I stand there, speechless. I was so busy talking when we left Agway that I didn’t even think of it.

“It’s state law that everyone wear a safety belt while riding in a motor vehicle. Did you know that?” I nod. “And you’re under eighteen, which makes the operator of the vehicle responsible. Your friend is up for a fifty-dollar fine.”

Did I say I was feeling better? I feel like roadkill on a stick.

We stand there in silence, our clothes rippling as another car passes. Edgecombe pulls his glasses off and hooks them over his chest pocket. His eyes are a deep shade of stump-water brown. “Darcy, I want you to think about something for me. Rhiannon Foss’s parents, Charlie Ann and Jim, I’m sure you know their names. There’s probably nothing they wouldn’t give to see their daughter again. She’s that precious to them. Most parents feel that way about their kids, wouldn’t you say?” I nod again. “Imagine your mother in their position. How she’d feel if something happened to you.” He waits, maybe for me to bawl and beg for mercy, I don’t know. “You seem to keep putting yourself into dangerous situations, and I’m curious why.”

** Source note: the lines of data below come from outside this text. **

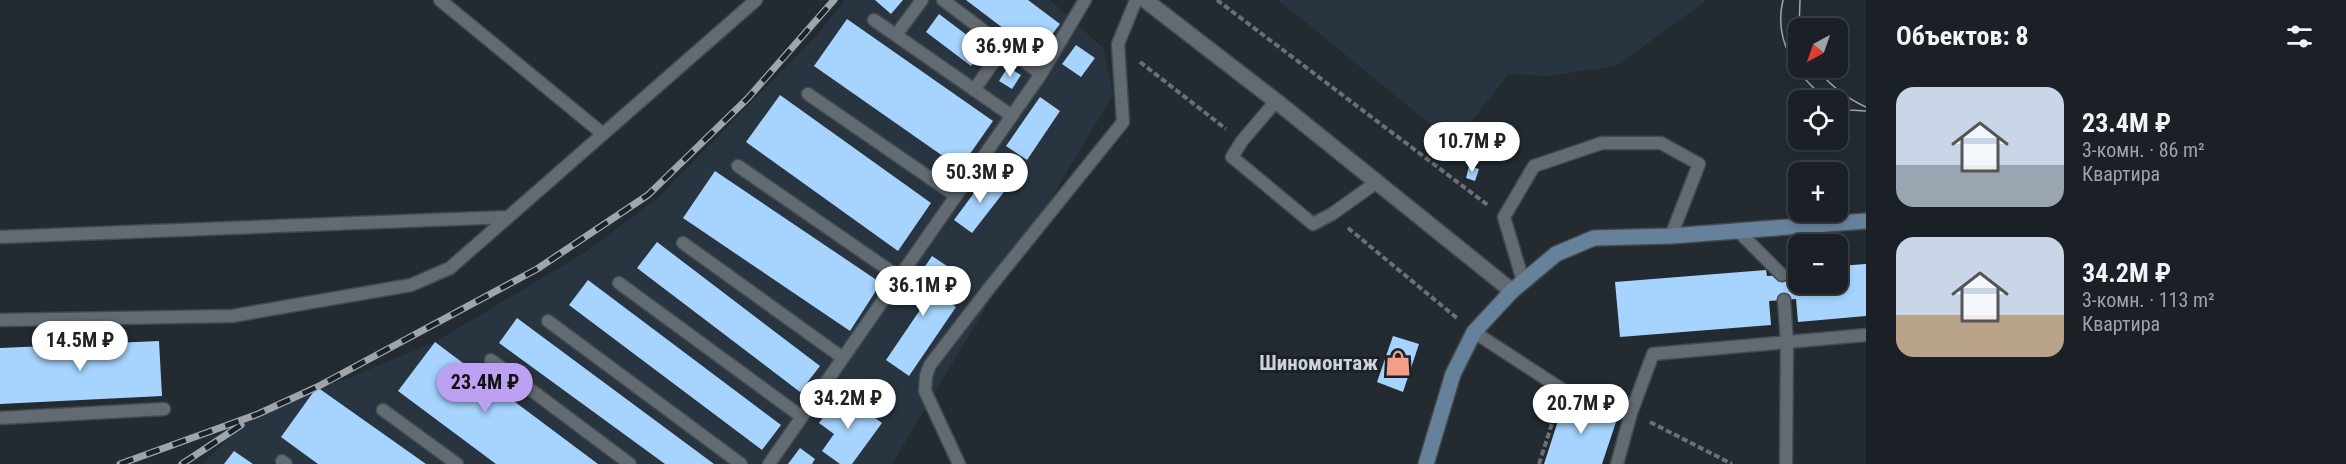 <!DOCTYPE html>
<html lang="ru">
<meta charset="utf-8">
<style>
body{margin:0;font-family:"Roboto Condensed",sans-serif;background:#23282d;color:#f1f3f6;height:100vh;display:flex;flex-direction:column;font-size:22px;white-space:nowrap}
*{box-sizing:border-box;margin:0}
p{font-size:20px;color:#9fa3a7}
.icon{flex:none;width:33px;height:33px;fill:none;stroke:currentColor;stroke-width:2;stroke-linecap:round;stroke-linejoin:round}
.map{position:relative;flex:1;overflow:hidden}
.details{display:flex;flex-direction:column;background:#1a2025;width:480px}
.details>*{flex:none}
.needle{width:39px;rotate:220deg}
.fabs{position:absolute;left:1788px;top:18px;display:grid;gap:12px}
.fabs a{display:grid;place-items:center;width:60px;height:60px;border-radius:12px;background:#1a2025;box-shadow:0 3px 9px #0003,0 0 0 2px #383e42;font-size:30px}
.price{position:absolute;translate:-50% -51px;padding:0 14px;border-radius:21px;background:#fff;color:#222;font-size:20px;line-height:39px;filter:drop-shadow(0 2px 3px #0008)}
.price::after{content:'';position:absolute;left:50%;top:36px;width:18px;height:14px;margin-left:-9px;background:inherit;clip-path:polygon(0 0,100% 0,50% 100%)}
.price.selected{background:#bca0f2;color:#111}
ul{padding:0;list-style:none}
li{display:flex;align-items:center;gap:18px;height:150px;padding:0 30px}
li span{display:grid;place-items:center;flex:none;width:168px;height:120px;border-radius:18px;color:#555}
li>.icon{margin-inline-start:auto}
span .icon{width:72px;height:72px;fill:#fffc;stroke-width:1}
li b{font-size:26px}
h2{display:flex;justify-content:space-between;align-items:center;height:72px;padding:0 30px;font-size:26px}
main{display:flex;flex:1;min-height:0}
.map>svg:first-child{display:block}
</style>
<main>
<div class="map">
<svg width="1866" height="464" viewBox="0 0 1866 464">
<rect width="100%" height="100%" fill="#232b31"/>
<path fill="#283540" d="M845,0H1050L1103,48L1113,95L892,464H202L246,422L317,387L341,381L435,342L584,253L658,198L817,35Z
M1278,0H1707L1616,66L1548,76L1509,74L1454,143Z"/>
<path fill="#a6d4fe" d="M875,0H903L891,14Z
M966,0H1028L1060,24L1037,54Z
M939,14L984,48L971,66L926,32Z
M847,19L993,121L960,168L814,66Z
M1076,45L1095,58L1081,77L1062,64Z
M1008,67L1021,75L1012,89L999,81Z
M780,95L931,203L898,251L746,142Z
M1040,97L1060,111L1027,160L1006,146Z
M1469,166L1479,169L1475,181L1466,178Z
M715,171L881,283L850,331L683,218Z
M988,174L1007,188L972,233L954,220Z
M657,242L820,366L800,392L637,268Z
M932,256L953,270L936,294L956,307L909,376L886,360L922,307L905,296Z
M1866,264V316L1798,322L1796,299L1769,301L1771,325L1620,337L1615,282L1766,270L1767,276L1795,275L1794,270L1798,269V284H1838V266Z
M588,280L781,425L762,450L569,305Z
M517,318L714,464H665L499,343Z
M1393,336L1419,344L1403,392L1377,382Z
M159,341L162,396L0,404V348Z
M435,342L598,464H496L398,391Z
M317,387L426,464H318L281,437Z
M841,393L882,423L852,464H840L822,451L834,434L819,423Z
M1565,399L1618,416L1602,464H1544Z
M800,448L815,459L812,464H788Z
M234,451L253,464H224Z"/>
<g fill="none" stroke-linecap="round" stroke-linejoin="round">
<g stroke="#43494e" stroke-width="15">
<path id="service" d="M440,0L603,134
M943,0L1041,74
M874,20L1012,116
M896,35L922,0
M974,90L1004,47
M808,94L956,196
M1276,101L1242,141L1232,157L1313,224L1332,214L1377,182
M738,166L899,277
M1738,231L1782,275
M0,237L507,217
M683,243L843,358
M1523,281L1504,217L1534,166L1602,143H1661L1699,164L1671,236
M619,283L802,417
M1784,300L1787,342L1786,464
M0,320L232,316L411,285L450,268L756,0
M548,321L741,464
M1474,332L1563,390L1631,413
M491,360L630,464
M383,410L457,464
M0,418L164,409
M282,461L286,464
M769,464L1041,74L1085,0
M959,464L925,391L926,376L930,365L990,287L1123,122L1118,44L1136,0
M1617,464L1631,413L1653,354L1866,335"/>
</g>
<g stroke="#43494e" stroke-width="18">
<path id="minor" d="M1145,0L1276,101L1512,291"/>
</g>
<g stroke="#43494e" stroke-width="18">
<path id="secondary" d="M1426,464L1453,374L1474,332L1512,291L1556,254L1594,238L1671,236L1866,221"/>
</g>
<path stroke="#6a7176" stroke-width="4" stroke-dasharray="6 3" stroke-linecap="butt" d="M1217,0L1489,206
M1140,62L1226,129
M1348,228L1458,319
M1650,422L1732,464
M1539,464L1557,408"/>
<use href="#service" stroke="#626a72" stroke-width="12"/>
<use href="#minor" stroke="#626a72" stroke-width="15"/>
<use href="#secondary" stroke="#66829b" stroke-width="15"/>
<path stroke="#a0a5ab" stroke-width="1.5" d="M1783,0C1773,41 1797,76 1827,100
M1799,28L1800,0
M1816,68C1829,84 1846,98 1866,107
M1838,106L1849,110L1866,111"/>
<g stroke="#a0a5ab" stroke-width="7">
<path id="rail" d="M120,464L258,414L317,387L537,269L648,195L748,98L834,0
M182,464L241,425"/>
</g>
<use href="#rail" stroke="#1a2128" stroke-width="4.5" stroke-dasharray="14" stroke-linecap="butt"/>
</g>
<defs>
<g id="shop-bare" transform="scale(2.07)"><path d="M-5-2.5h2.3a2.7 3.5 0 0 1 5.4 0H5L5.5 6h-11ZM-1.5-2.5h3a1.5 2.3 0 0 0-3 0Z" fill="#f49e87" stroke="#1a2128" stroke-width="2.5" paint-order="stroke"/></g>
</defs>
<g fill-rule="evenodd">
<use href="#shop-bare" x="1398" y="363"/>
</g>
<g text-anchor="middle" dominant-baseline="central" stroke-width="6" stroke-linejoin="round" paint-order="stroke">
<g font-size="21" font-weight="bold" fill="#cfd3d8" stroke="#1a2128" text-anchor="end">
<text x="1378" y="363">Шиномонтаж</text>
</g>
</g>
</svg>
<div class="fabs">
<a><svg class="needle" viewBox="-14 -14 28 28"><path d="M0-13l5 13h-10z" fill="#e53935"/><path d="M0 13l5-13h-10z" fill="#9fa3a7"/></svg></a>
<a><svg class="icon" aria-label="locate" viewBox="0 0 24 24"><circle cx="12" cy="12" r="6"/><path d="M12 2v4M12 18v4M2 12h4M18 12h4"/></svg></a>
<a>+</a>
<a>−</a>
</div>
<b class="price" style="left:1010px;top:78px">36.9M ₽</b>
<b class="price" style="left:1472px;top:173px">10.7M ₽</b>
<b class="price" style="left:980px;top:204px">50.3M ₽</b>
<b class="price" style="left:923px;top:317px">36.1M ₽</b>
<b class="price" style="left:80px;top:372px">14.5M ₽</b>
<b class="price selected" style="left:485px;top:414px">23.4M ₽</b>
<b class="price" style="left:848px;top:430px">34.2M ₽</b>
<b class="price" style="left:1581px;top:435px">20.7M ₽</b>
</div>
<section class="details">
<h2>Объектов: 8<svg class="icon" aria-label="filters" viewBox="0 0 24 24"><path d="M4 7h16M4 17h16"/><circle cx="9" cy="7" r="2"/><circle cx="15" cy="17" r="2"/></svg></h2>
<ul>
<li><span style="background:linear-gradient(#c9d6e8 65%,#9aa5b1 0)"><svg class="icon" aria-label="home" viewBox="0 0 24 24"><path d="M3 11l9-7 9 7M6 9v11h12V9"/></svg></span><div><b>23.4M ₽</b><p>3-комн. · 86 m²</p><p>Квартира</p></div></li>
<li><span style="background:linear-gradient(#c9d6e8 65%,#b9a48a 0)"><svg class="icon" aria-label="home" viewBox="0 0 24 24"><path d="M3 11l9-7 9 7M6 9v11h12V9"/></svg></span><div><b>34.2M ₽</b><p>3-комн. · 113 m²</p><p>Квартира</p></div></li>
</ul>
</section>
</main> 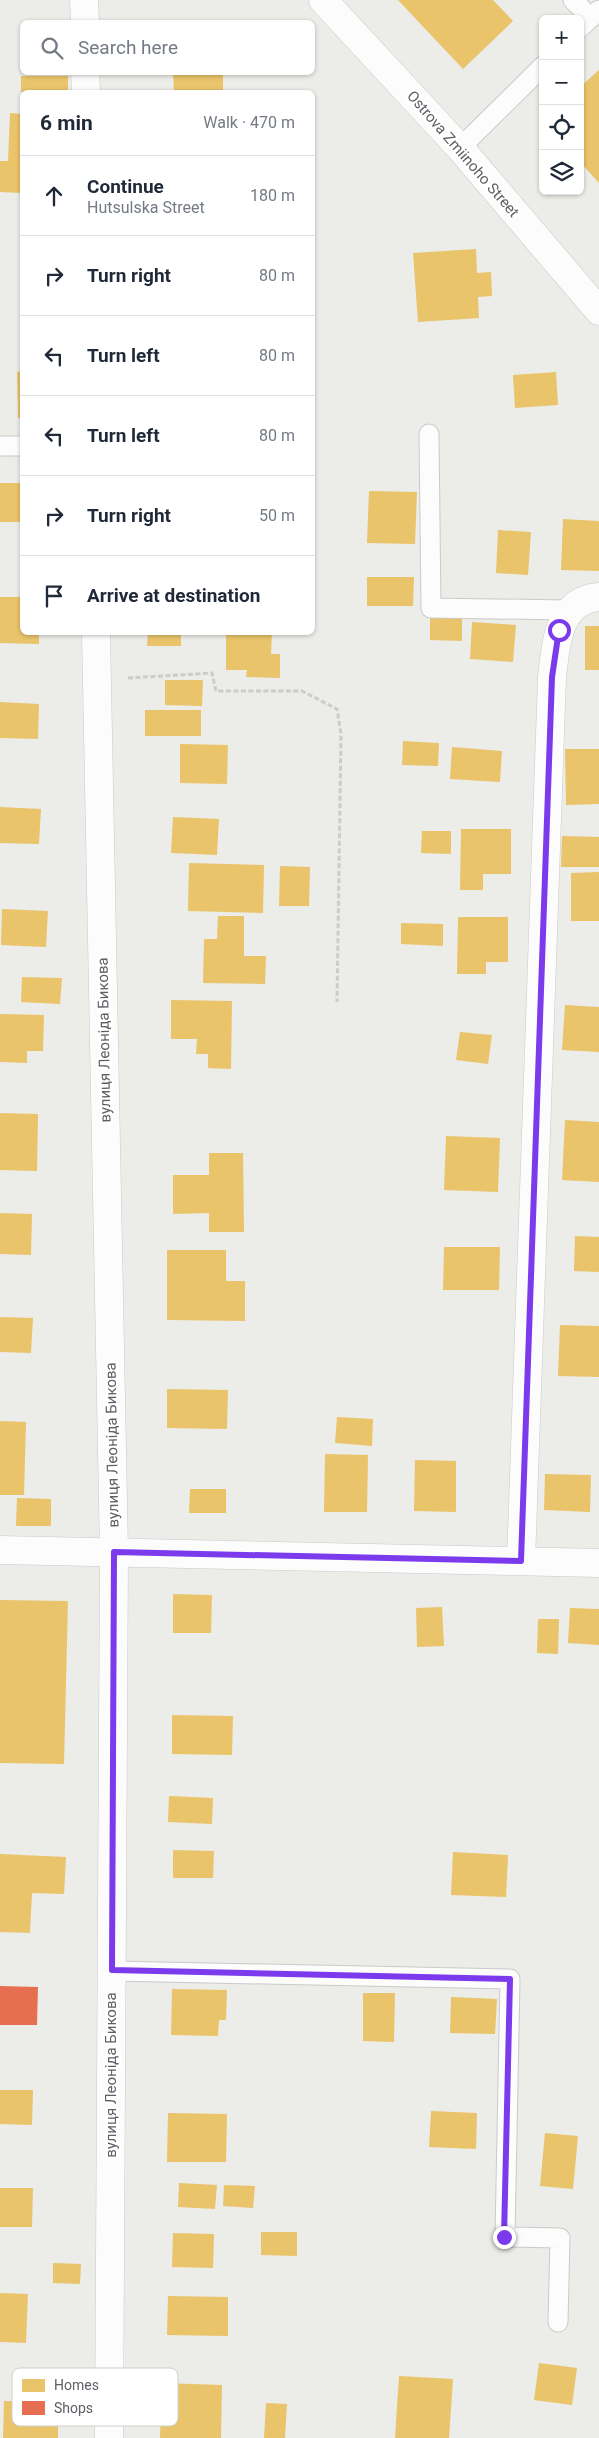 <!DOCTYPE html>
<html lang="en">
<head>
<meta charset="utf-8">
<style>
	:root { --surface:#fff; --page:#f2f2f3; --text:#1f2937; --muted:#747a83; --line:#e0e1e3 }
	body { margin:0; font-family:Roboto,sans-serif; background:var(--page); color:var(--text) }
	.controls { position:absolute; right:15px; top:15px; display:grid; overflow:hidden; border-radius:8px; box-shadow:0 1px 4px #0004 }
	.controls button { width:45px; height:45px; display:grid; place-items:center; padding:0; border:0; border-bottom:1px solid var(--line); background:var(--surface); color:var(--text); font:25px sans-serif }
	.stop { position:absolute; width:15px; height:15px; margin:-11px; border:4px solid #7c3aed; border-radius:50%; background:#fff }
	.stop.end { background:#7c3aed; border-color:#fff; box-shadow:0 1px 5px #0008 }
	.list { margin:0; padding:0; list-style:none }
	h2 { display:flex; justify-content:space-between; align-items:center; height:65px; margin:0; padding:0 20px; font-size:21px }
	h2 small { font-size:16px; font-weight:400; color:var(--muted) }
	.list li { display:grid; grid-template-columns:32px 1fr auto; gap:15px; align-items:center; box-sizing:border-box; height:80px; padding:0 20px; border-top:1px solid var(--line) }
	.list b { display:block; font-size:19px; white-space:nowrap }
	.list p { margin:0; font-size:16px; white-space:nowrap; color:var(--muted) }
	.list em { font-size:16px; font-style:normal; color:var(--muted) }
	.icon { flex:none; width:28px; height:28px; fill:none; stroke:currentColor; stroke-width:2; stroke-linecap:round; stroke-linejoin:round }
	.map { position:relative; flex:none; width:599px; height:2438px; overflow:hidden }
	.search { position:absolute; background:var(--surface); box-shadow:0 1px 4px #0004; left:20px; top:20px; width:295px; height:55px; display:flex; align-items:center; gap:12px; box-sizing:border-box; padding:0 18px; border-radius:8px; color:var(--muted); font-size:19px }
	.panel { position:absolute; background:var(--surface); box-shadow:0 1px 4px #0004; left:20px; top:90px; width:295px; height:545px; border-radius:8px }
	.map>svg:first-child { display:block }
	.homes { fill:#e9c46a }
	.shops { fill:#e76f51 }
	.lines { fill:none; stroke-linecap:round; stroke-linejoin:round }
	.service-casing { stroke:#c9caca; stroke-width:21 }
	.minor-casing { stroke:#c9caca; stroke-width:29 }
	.path { stroke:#c9cdcb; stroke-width:3; stroke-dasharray:5 2.5; stroke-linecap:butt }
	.service { stroke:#fcfcfc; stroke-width:19 }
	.minor { stroke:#fcfcfc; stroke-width:28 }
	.route { stroke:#7c3aed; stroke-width:6 }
	.labels { text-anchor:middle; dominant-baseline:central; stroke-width:5; stroke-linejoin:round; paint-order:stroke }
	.street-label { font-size:15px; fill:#5d6065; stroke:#fff }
	.key { fill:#fff; stroke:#cecfd1; stroke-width:1 }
	.key-label { font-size:14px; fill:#5d6065 }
</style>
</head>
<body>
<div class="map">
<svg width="599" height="2438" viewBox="0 0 599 2438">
	<rect width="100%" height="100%" fill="#ecece8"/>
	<path class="homes" d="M398,0H493L513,21L463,69Z
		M599,70V183L580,162V87Z
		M173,72H223V92H174Z
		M21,76H68V92H21Z
		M10,113L22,114V193L0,192V161H8Z
		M476,249L477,273L491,272L492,296L478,297L479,318L418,322L413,253Z
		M22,371V418H18L17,372Z
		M556,372L558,405L515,408L513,375Z
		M0,483H22V522H0Z
		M369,491L417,492L415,544L367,543Z
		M563,519L599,521V571L561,570Z
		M498,530L531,532L528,575L496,573Z
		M367,577H414L413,606H367Z
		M0,597H22V632H39V644L0,643Z
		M430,617L462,618V641L430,640Z
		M472,622L516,625L513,662L470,659Z
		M585,626H599V670H585Z
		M148,632H181V646H147Z
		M226,632H272L271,654H280V678L246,677L247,670H226Z
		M165,680H203L202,706L165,705Z
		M0,702L39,704L38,739L0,738Z
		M145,710H201V736H145Z
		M403,741L439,743L438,766L402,765Z
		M180,744L228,745L227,784L180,783Z
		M452,747L502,751L500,782L450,779Z
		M565,749H599V804L566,805Z
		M0,807L41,809L39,844L0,843Z
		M173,817L219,819L217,855L171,853Z
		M461,829H511V874H483V890H460Z
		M422,831H451V854L421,853Z
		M562,836L599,837V867H561Z
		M189,863L264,865L263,913L188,911Z
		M280,866L310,867L309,906H279Z
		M599,872V921H571V873Z
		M2,909L48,911L46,947L1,945Z
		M218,916H244V956H266L265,984L203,983L204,939H217Z
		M458,917H508V962H486V974H457Z
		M401,923L443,924V946L401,944Z
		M22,977L62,978L60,1004L21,1002Z
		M171,1000L232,1001L231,1069L208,1068V1054H196L197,1039H171Z
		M565,1005L599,1007V1052L562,1050Z
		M0,1014L44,1015L43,1051H27V1063L0,1062Z
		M460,1032L492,1035L488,1064L456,1060Z
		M0,1113L38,1114L37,1171L0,1170Z
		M565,1120L599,1122V1182L562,1180Z
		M446,1136L500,1138L498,1192L444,1190Z
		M209,1153H243L244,1232H209V1213L173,1214V1175H209Z
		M0,1213L32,1214L31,1255L0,1254Z
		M575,1236L599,1237V1272L574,1271Z
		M444,1247H500L499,1290H443Z
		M167,1250H226V1281H245V1321L167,1320Z
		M0,1317L33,1318L31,1353L0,1352Z
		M560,1325L599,1326V1377L558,1376Z
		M167,1389L228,1390L227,1429L167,1428Z
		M337,1417L373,1419L372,1446L335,1443Z
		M0,1421L26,1422L24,1495H0Z
		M325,1454L368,1455L367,1512H324Z
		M415,1460L456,1461V1512L414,1511Z
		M545,1474L591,1475L590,1512L544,1510Z
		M190,1489H226V1513H189Z
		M17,1498L51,1499V1526H16Z
		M173,1594L212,1595L211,1633H173Z
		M0,1600L68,1601L64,1764L0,1763Z
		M442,1607L444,1646L417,1647L416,1608Z
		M570,1608L599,1609V1645L568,1643Z
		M538,1619H559L558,1654L537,1653Z
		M172,1715L233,1716L232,1755L172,1754Z
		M169,1796L213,1798L212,1824L168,1822Z
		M173,1850L214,1851L213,1878H173Z
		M453,1852L508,1855L506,1897L451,1895Z
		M0,1854L66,1857L64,1894L32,1893L30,1933L0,1932Z
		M172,1989L227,1990L226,2020H219L218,2036L171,2035Z
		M363,1993H395L394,2042L363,2041Z
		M451,1997L497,1999L495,2034L450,2033Z
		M0,2090H33L32,2125L0,2124Z
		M431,2111L477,2113L476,2149L429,2147Z
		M168,2113L227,2114L226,2162H167Z
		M545,2133L578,2136L573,2189L540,2186Z
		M179,2183L217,2185L215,2209L178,2207Z
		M224,2185L255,2186L253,2208L223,2206Z
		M0,2188H33L32,2227H0Z
		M261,2232H297V2256L261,2255Z
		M173,2233L214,2234L213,2268L172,2267Z
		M53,2263L81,2264L80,2284L53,2283Z
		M0,2293L28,2294L26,2343L0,2342Z
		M168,2296L228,2297V2336L167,2335Z
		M539,2363L577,2368L572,2405L534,2400Z
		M399,2376L453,2379L449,2438H395Z
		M162,2383L222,2385L221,2438H160Z
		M4,2401L58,2402V2438H3Z
		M266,2403L287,2404L285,2438H264Z"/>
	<path class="shops" d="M0,1986L38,1987L37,2025H0Z"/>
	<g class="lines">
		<defs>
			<path id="service" d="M573,0L591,18
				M580,28L599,10
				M460,148L543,66
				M429,434L431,608L569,610
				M0,446H22
				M112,1971L510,1979L505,2237L560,2238L558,2322"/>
			<path id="minor" d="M84,0L85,22
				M323,0L460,148L599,311
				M85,72L86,92
				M96,632L114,1552L109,2438
				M0,1550L599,1563
				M521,1561L552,677C556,646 557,600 599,597"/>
		</defs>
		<use href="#service" class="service-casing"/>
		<use href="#minor" class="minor-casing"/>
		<path class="path" d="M128,678L212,673L216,691H302L337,709L341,734L337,1002"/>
		<use href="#service" class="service"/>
		<use href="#minor" class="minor"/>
	</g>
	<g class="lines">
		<path class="route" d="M504,2237L510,1979L112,1970L114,1552L521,1561L552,677L559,630"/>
	</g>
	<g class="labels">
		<g class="street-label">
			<text transform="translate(463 154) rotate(49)">Ostrova Zmiinoho Street</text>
			<text transform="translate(104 1040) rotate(-91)">вулиця Леоніда Бикова</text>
			<text transform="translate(112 1445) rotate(-91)">вулиця Леоніда Бикова</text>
			<text transform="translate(111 2075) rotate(-90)">вулиця Леоніда Бикова</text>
		</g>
	</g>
	<rect x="12" y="2368" width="166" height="58" rx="8" class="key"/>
	<rect x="22" y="2379" width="23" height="13" fill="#e9c46a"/>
	<rect x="22" y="2401" width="23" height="14" fill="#e76f51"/>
	<g class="key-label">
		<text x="54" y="2390">Homes</text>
		<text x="54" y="2413">Shops</text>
	</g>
</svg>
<div class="controls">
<button>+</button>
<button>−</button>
<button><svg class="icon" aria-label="locate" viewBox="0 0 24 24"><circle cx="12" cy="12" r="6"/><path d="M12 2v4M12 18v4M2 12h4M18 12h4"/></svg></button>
<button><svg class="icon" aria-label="layers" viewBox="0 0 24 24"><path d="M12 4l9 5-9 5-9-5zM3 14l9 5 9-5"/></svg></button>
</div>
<div class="stop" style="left:559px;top:630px"></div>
<div class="stop end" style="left:504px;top:2237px"></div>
<div class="search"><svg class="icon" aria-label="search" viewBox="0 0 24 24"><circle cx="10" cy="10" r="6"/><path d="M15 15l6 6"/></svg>Search here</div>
<section class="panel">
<h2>6 min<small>Walk · 470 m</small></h2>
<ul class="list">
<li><svg class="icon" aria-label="ahead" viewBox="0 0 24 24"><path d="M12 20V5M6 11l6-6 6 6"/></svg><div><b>Continue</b><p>Hutsulska Street</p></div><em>180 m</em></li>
<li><svg class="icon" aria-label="right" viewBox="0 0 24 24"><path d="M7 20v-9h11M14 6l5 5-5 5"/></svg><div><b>Turn right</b></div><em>80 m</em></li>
<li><svg class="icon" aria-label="left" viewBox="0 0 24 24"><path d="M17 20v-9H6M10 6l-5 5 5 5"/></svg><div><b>Turn left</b></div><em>80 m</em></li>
<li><svg class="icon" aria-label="left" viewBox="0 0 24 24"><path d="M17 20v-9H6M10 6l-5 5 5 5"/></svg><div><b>Turn left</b></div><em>80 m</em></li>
<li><svg class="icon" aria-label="right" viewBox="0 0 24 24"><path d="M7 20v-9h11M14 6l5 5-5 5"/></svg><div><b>Turn right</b></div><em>50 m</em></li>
<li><svg class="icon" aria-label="arrive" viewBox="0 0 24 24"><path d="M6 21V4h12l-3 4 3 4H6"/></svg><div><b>Arrive at destination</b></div></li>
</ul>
</section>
</div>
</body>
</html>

“I forgot about the belt, okay? I usually wear one.”

“That’s just one example. Not telling the truth. That can be dangerous. Especially when somebody’s life is riding on it.”

I clench my jaw, biting down until I think I can answer without screaming. “I don’t. Know where. She is.” I breathe in through my nose. “Have you been following me?” It’s hard to believe somebody with the rank of corporal would be sitting at a speed trap. When he doesn’t answer, I burst out, “I’m telling you the truth, okay?”

He studies me. His mouth pulls into a grim smile. “But you’re not exactly being honest with me, either. Are you?”

When he sees I’m not going to budge, he finally steps back and waves me to the pickup. Once I’m between the boys again, Edgecombe takes in the three of us for a long moment, then says to Jesse, “If I have to stop you again, I’ll do more than ticket you. Understand?”

“Yessir.” I’m glad Jesse doesn’t try to be tough.

Edgecombe goes back to his cruiser, where I figure he must be making out the ticket, but then he starts the engine, pulls into the road, and drives away. I sag against the seat and say, “Sorry.” Pathetic.

“No worries.” Jesse’s distracted. He’s watching the cruiser disappear around the bend. “What’d he want?”

“He thinks I know where Rhiannon is.”

“I heard they hauled Kenyon in.”

“He borrowed her car and was too scared of the cops to bring it back, that’s all.” I stare out the window at the bright day, remembering Edgecombe’s hound-dog eyes, tired and solemn, like he can see through me, like he knows me. Like he knows that, at the end of the day, I’ll step up and do the right thing.

Don’t know where he got a crazy idea like that.